Foreigners who fail a French test will not be deported, the head of the French Office for Immigration and Integration (OFII) has said. The mandatory language test is part of a set of measures included in a national immigration reform bill.
One of the main proposals of the immigration reform bill is to add a language competency requirement for multi-year residency permits. During a hearing of the National Consultative Commission on Human Rights (CNCDH) on March 13, Didier Leschi, head of OFII, said foreigners who failed that competency test would not be deported.
Today, the only requirement to obtaining such a permit is to take language classes. The bill does not plan to increase the number of those classes, but it will allow employers to consider French classes as work time. The length of those classes was doubled in 2018.

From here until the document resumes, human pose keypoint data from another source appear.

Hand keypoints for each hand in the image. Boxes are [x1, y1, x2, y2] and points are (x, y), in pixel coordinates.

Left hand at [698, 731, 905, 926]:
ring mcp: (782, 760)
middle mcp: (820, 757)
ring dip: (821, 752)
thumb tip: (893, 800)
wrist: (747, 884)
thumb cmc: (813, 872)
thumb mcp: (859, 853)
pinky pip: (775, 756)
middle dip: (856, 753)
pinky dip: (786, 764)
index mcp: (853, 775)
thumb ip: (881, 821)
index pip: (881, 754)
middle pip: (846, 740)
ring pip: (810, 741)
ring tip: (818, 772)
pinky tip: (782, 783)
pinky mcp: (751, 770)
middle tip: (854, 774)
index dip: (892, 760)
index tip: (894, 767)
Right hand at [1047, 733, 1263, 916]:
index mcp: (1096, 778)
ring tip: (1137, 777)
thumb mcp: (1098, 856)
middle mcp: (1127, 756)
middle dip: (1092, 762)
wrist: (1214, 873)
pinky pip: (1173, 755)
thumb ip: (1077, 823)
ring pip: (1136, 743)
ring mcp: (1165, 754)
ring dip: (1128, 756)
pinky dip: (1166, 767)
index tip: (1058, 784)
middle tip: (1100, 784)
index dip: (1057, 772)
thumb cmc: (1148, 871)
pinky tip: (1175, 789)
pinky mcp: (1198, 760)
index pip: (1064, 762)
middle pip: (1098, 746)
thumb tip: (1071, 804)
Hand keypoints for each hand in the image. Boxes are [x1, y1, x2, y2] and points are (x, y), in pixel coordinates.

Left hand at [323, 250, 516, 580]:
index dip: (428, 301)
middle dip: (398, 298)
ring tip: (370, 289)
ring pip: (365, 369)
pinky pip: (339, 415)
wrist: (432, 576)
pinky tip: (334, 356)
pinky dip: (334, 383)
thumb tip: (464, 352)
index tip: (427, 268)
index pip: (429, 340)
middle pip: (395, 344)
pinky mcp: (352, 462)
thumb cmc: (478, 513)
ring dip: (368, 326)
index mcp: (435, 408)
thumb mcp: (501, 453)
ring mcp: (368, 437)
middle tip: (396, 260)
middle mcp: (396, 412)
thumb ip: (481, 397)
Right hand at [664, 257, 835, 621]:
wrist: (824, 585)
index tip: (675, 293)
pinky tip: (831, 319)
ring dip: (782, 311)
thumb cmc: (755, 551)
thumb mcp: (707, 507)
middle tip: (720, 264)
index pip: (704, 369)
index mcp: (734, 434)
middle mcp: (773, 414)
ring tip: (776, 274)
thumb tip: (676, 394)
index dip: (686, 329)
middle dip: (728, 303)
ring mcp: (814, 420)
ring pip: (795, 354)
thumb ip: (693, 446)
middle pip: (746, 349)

Foreigners without a multi-year residency permit can still apply for a yearly permit without the test. "This language competency goal is not about excluding people from residency status," Leschi explained.
'European harmonization'
"Setting a goal to people is a way to help in their motivation. The requirement today is quite low, because it is only to attend 80% of class hours." So far only 67% of signatories of the Republican Integration Contract (CIR) reach the minimal French language competency, Leschi argued, defending the bill's language component.
The bill also plans to make easier the deportation of foreigners who are deemed "a threat to public order" and reform the right to asylum.
The legislation is opposed strongly by the conservative Republicans. It will be discussed in the conservative party-controlled Senate in April before it is moved to the National Assembly around the summer.